Wednesday, 24 August 2016

Winston Bridge (NZ142162)


© Copyright Hugh Mortimer and licensed for reuse under this Creative Commons Licence.

Winston Bridge straddles the River Tees at a point which may once have been bridged by the Romans. There was certainly a medieval bridge dating from around 1424, though the current effort was thrown up in the 1760s.

It is a rather special structure in that at the time of its erection it was the largest single-span stone bridge in England – and most probably, in fact, the whole of Europe. It was the work of amateur architect, Sir Thomas Robinson, and measures some 112ft (34m). Impressively, it was one of a handful of bridges on the Tees to survive the Great Flood of 1771.
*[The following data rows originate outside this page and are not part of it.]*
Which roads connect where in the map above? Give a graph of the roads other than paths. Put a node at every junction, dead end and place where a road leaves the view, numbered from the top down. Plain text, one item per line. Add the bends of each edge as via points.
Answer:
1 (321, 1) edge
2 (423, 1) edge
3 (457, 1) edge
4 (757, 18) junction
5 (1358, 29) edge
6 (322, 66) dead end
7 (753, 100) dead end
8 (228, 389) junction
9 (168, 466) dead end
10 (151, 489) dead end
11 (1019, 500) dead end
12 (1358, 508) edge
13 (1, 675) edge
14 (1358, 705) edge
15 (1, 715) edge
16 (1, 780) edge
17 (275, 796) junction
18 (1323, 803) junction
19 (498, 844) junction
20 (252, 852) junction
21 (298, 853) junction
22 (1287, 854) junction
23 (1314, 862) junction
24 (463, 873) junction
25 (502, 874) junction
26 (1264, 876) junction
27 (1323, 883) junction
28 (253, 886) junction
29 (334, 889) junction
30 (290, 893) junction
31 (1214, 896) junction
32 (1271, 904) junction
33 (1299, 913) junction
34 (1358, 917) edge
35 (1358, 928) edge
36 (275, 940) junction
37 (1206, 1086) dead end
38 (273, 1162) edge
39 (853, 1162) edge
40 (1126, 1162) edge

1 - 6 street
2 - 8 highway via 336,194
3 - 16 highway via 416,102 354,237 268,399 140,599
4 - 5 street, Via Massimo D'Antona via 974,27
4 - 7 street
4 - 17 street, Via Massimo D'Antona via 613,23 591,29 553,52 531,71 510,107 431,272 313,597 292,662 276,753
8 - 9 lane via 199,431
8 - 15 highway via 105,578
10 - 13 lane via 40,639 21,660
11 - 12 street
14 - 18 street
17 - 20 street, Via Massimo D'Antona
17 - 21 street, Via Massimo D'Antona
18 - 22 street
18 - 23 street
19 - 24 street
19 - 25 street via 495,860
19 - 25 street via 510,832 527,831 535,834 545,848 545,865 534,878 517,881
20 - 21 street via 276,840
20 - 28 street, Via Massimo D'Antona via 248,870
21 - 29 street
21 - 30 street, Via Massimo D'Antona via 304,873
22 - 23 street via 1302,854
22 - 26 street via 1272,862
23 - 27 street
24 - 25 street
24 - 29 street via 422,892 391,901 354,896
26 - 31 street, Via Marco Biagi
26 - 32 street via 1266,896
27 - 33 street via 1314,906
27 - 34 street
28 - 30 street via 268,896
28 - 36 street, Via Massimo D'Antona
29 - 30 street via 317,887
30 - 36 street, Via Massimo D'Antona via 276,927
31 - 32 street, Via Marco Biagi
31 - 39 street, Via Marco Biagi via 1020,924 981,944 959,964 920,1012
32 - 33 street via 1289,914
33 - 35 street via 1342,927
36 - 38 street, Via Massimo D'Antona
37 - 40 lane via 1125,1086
It is built from hard blue ragstone – which means that the material, astonishingly, came from Kent – though even this robust old structure has recently been strengthened by the addition of iron bolts (which can be clearly discerned in the picture above). It once played a crucial role in the transportation of coal from Durham to Yorkshire, but the rise of the railways soon put pay to that. Still, though, it rose to fame again as recently as 1988 when a Spitfire was flown through its airy expanse for the TV war drama A Piece of Cake – an impressive piece of footage which was then reused in the even more recent Foyle’s War.